- _Entries supplied_
--

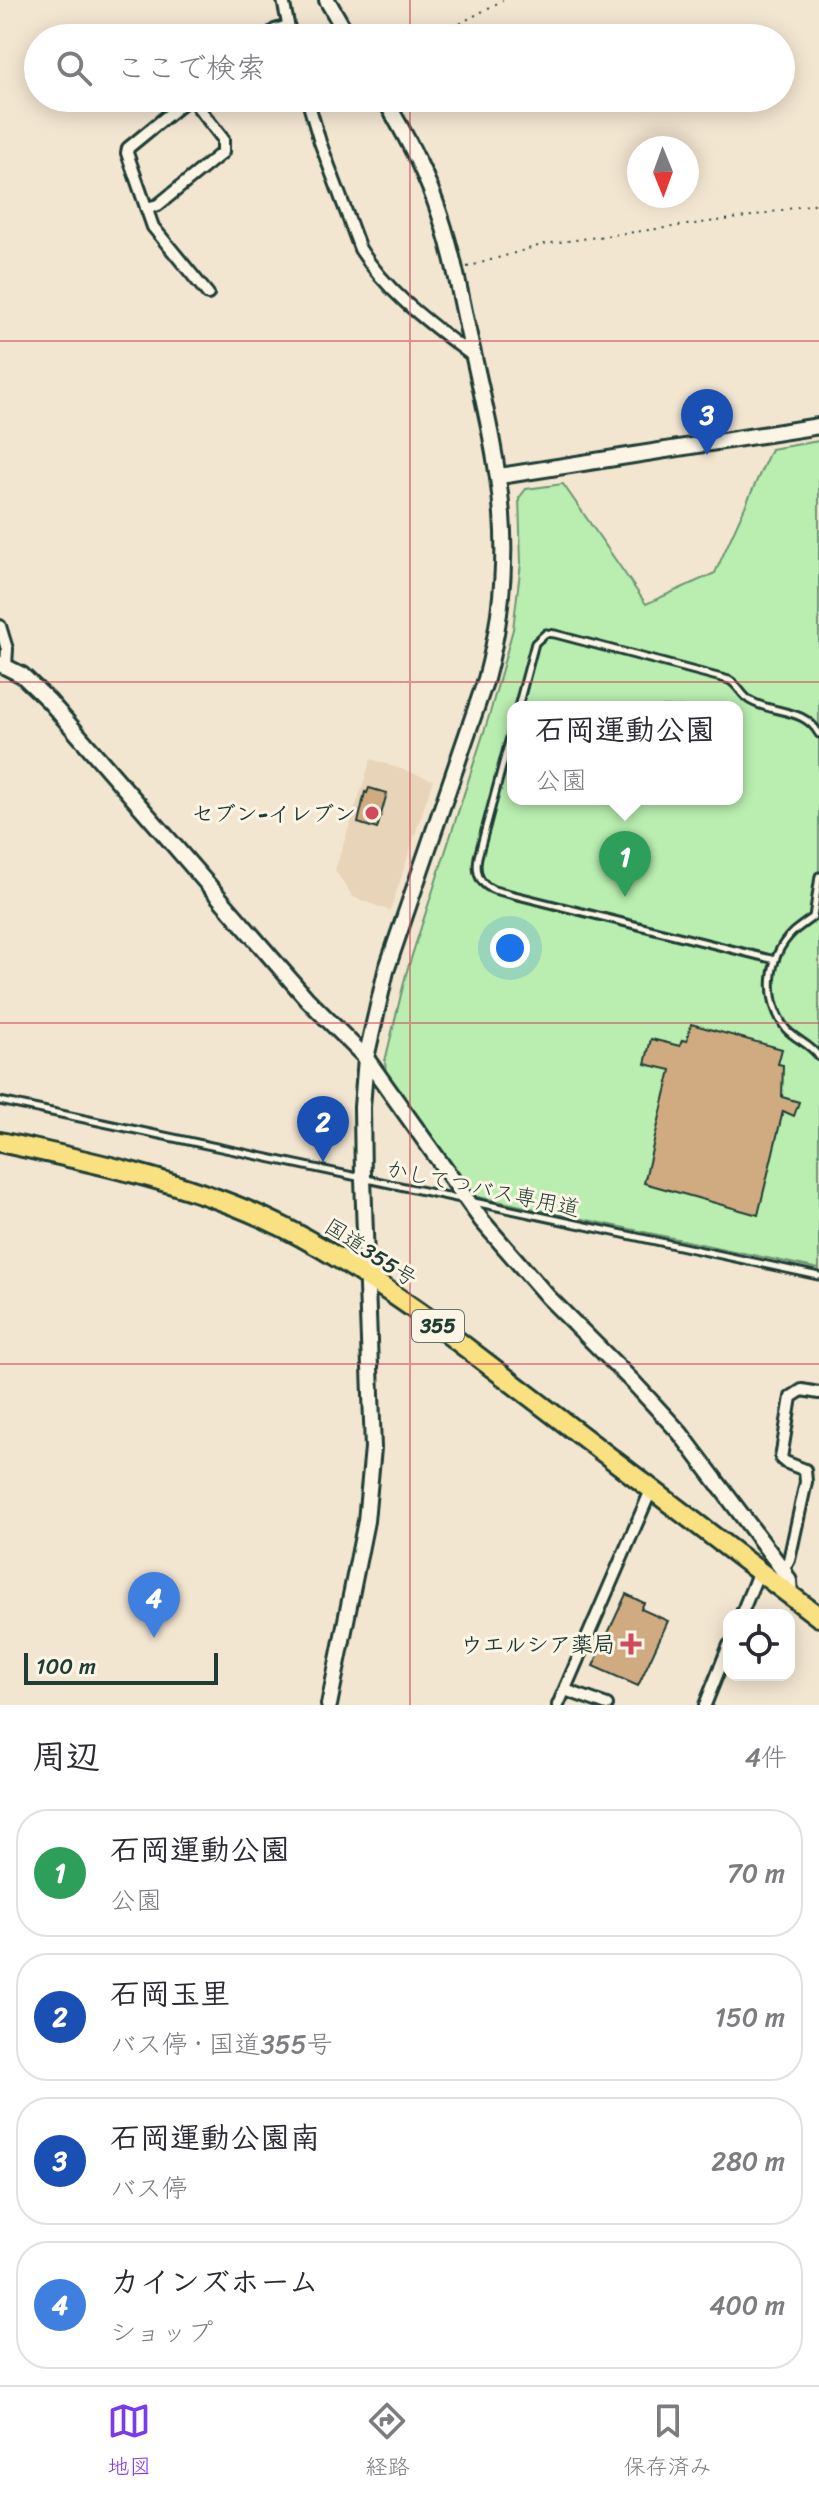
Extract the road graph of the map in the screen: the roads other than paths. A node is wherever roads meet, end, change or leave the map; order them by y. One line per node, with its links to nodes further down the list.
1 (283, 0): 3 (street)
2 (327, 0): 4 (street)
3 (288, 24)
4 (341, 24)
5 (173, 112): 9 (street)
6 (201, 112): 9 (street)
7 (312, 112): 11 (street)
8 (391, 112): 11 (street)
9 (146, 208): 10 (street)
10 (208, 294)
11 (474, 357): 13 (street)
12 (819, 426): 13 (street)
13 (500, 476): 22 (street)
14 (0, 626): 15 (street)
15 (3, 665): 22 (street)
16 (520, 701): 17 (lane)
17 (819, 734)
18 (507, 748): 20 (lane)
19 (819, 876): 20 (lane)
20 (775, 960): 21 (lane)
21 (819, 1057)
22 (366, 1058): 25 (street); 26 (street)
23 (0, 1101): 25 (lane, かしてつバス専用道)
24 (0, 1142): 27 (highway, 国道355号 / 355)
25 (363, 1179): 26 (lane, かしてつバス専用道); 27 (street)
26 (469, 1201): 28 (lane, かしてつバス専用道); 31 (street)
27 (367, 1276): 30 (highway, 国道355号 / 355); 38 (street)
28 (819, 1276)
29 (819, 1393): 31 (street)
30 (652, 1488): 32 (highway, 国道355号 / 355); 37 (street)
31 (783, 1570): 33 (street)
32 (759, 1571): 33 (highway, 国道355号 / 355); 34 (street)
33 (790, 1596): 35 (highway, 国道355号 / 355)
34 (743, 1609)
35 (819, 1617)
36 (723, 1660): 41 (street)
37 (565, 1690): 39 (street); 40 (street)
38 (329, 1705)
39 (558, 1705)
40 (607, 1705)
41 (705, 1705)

--

- _What to do_
Copy out, from the material above, each line in which the string "highway" is found.

- _Result of the task_
24 (0, 1142): 27 (highway, 国道355号 / 355)
27 (367, 1276): 30 (highway, 国道355号 / 355); 38 (street)
30 (652, 1488): 32 (highway, 国道355号 / 355); 37 (street)
32 (759, 1571): 33 (highway, 国道355号 / 355); 34 (street)
33 (790, 1596): 35 (highway, 国道355号 / 355)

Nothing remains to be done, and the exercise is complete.